* [TASK STATEMENT] Work through the entries that follow and state how many lines contain the word "Denton". Only the number is wanted.

(Saved entries)
^^^^

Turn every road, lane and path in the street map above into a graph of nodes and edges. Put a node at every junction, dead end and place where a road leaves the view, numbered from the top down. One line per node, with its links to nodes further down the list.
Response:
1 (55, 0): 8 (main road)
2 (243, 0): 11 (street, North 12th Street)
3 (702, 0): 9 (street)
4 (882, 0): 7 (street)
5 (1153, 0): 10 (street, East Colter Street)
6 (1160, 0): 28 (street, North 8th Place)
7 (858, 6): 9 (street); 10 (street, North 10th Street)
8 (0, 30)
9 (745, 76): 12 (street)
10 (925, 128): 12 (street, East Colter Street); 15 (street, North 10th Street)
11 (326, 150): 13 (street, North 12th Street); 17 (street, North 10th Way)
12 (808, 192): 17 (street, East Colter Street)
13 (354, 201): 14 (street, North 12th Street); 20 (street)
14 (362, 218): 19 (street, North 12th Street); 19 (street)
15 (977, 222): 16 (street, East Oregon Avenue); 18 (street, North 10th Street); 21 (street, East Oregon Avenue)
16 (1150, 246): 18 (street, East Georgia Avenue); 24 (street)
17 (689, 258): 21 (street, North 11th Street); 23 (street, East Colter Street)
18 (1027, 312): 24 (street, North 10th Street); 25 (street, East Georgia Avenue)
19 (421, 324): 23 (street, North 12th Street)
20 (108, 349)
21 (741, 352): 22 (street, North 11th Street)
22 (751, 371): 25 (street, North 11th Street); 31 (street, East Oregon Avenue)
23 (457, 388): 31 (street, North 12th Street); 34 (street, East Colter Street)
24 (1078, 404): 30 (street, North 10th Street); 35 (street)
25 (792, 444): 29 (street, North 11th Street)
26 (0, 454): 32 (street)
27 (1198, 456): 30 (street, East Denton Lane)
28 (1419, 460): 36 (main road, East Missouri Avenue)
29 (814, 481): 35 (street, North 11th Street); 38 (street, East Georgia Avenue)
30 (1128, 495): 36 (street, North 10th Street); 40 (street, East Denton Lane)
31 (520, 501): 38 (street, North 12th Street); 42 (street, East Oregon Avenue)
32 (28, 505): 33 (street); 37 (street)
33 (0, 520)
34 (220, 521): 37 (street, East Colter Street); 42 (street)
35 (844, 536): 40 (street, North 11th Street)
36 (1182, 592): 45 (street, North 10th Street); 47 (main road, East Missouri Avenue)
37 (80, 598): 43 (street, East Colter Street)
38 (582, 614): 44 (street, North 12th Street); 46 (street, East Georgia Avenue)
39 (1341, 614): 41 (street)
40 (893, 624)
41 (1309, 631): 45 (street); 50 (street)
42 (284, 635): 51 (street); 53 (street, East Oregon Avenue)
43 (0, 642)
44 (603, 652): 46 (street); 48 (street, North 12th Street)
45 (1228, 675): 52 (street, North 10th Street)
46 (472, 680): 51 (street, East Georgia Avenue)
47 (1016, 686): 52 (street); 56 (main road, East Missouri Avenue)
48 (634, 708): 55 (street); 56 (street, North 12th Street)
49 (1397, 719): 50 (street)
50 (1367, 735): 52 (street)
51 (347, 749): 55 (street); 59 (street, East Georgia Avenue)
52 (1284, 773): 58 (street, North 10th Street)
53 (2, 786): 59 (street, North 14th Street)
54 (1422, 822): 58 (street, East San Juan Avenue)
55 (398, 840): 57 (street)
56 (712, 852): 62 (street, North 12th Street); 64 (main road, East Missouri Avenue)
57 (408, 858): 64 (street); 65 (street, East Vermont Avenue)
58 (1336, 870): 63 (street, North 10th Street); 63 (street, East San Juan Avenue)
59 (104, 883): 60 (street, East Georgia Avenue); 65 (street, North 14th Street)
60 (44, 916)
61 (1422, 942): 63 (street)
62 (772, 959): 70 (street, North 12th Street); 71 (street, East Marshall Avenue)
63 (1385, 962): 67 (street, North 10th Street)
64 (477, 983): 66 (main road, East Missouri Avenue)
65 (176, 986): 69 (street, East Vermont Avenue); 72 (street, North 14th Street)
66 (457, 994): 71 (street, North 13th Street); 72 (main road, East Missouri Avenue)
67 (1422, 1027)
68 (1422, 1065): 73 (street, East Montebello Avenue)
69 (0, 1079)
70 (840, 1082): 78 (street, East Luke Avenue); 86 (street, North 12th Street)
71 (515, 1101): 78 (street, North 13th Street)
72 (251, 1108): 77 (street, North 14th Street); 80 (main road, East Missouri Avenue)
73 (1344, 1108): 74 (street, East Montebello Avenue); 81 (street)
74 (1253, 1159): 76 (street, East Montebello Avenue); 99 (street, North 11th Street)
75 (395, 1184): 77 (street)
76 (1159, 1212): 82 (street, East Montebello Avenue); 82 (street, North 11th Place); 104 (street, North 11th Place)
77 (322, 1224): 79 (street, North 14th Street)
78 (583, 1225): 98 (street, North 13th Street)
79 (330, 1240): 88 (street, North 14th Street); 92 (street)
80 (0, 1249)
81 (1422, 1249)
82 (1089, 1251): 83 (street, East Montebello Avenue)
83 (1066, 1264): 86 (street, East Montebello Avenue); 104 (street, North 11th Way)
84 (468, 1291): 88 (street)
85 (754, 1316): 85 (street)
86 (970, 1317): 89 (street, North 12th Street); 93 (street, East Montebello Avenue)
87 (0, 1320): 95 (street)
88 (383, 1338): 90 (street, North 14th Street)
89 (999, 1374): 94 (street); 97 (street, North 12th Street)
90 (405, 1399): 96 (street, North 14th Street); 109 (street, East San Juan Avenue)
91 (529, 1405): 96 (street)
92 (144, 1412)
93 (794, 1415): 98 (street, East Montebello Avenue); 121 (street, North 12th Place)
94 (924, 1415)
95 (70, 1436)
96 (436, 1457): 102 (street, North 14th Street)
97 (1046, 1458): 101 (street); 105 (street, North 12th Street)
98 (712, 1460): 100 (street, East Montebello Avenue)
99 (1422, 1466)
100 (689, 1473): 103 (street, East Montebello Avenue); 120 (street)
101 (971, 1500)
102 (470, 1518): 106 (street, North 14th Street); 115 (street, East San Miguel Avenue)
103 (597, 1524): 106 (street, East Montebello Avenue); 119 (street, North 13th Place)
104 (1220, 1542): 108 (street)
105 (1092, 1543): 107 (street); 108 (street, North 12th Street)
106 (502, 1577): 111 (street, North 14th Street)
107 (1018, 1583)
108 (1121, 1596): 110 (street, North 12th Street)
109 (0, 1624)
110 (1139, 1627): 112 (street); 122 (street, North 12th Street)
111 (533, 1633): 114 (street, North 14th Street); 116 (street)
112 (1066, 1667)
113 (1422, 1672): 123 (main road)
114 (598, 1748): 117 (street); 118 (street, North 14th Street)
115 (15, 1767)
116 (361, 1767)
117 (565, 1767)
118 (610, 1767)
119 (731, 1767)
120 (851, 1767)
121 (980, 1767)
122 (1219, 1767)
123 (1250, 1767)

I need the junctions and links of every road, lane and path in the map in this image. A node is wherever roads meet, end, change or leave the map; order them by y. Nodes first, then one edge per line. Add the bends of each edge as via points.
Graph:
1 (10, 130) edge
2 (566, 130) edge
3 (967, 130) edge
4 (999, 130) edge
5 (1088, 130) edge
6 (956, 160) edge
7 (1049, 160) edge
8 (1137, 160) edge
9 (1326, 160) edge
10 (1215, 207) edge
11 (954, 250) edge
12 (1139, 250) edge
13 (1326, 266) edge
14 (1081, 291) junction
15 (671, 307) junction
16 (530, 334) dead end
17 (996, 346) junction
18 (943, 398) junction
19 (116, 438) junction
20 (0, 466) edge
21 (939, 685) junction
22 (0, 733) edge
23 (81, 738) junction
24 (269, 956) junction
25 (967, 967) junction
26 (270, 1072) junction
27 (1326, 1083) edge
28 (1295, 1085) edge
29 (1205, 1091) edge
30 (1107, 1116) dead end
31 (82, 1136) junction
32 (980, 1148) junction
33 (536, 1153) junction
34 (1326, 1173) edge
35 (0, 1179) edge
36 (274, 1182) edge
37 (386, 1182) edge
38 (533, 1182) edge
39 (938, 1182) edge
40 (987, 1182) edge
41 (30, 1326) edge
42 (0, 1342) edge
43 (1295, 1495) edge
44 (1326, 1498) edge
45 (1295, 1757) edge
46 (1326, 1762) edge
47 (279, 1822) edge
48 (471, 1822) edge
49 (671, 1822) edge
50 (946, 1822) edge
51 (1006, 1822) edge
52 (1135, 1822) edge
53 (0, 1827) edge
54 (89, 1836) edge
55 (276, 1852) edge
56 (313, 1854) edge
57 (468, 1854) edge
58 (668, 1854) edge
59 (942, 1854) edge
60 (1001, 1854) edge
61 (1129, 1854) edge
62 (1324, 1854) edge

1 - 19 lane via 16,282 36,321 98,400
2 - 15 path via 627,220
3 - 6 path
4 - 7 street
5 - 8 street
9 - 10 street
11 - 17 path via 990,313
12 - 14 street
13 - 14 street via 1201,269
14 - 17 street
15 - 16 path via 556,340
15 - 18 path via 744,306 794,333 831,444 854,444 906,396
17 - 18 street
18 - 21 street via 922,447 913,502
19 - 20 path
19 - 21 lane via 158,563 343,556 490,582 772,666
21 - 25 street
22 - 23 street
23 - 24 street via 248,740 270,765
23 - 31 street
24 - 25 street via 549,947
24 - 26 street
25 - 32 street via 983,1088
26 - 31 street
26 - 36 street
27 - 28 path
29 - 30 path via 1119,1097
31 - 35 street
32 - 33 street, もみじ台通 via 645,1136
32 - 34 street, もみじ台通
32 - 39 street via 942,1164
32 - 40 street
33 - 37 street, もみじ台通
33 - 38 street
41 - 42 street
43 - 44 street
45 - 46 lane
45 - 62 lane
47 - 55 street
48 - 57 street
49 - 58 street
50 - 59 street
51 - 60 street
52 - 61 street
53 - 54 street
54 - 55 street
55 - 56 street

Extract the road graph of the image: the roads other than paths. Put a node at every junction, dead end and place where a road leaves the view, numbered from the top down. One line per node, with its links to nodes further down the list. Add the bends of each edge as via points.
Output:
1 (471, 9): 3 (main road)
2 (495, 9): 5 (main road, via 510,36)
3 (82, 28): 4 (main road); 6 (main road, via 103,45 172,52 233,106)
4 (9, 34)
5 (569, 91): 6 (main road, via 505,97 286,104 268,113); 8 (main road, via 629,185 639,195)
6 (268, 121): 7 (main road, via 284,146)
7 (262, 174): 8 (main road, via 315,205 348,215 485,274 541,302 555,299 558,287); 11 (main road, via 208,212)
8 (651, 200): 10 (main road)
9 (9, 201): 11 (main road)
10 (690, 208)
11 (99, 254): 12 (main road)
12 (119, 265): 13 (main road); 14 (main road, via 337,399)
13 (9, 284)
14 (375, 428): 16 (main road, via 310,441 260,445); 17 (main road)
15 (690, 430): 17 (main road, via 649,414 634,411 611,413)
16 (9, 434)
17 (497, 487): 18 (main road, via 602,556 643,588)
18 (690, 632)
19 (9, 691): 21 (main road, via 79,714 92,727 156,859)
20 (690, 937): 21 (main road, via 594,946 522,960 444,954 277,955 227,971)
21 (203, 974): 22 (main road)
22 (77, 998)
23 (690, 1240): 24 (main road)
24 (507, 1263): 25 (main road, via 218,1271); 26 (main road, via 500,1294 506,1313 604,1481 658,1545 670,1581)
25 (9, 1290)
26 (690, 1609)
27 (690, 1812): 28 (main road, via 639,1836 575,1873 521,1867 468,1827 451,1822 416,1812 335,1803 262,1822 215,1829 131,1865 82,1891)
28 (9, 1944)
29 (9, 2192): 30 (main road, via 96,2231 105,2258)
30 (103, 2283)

^^^^

* [SOLUTION TO THIS EXERCISE] 2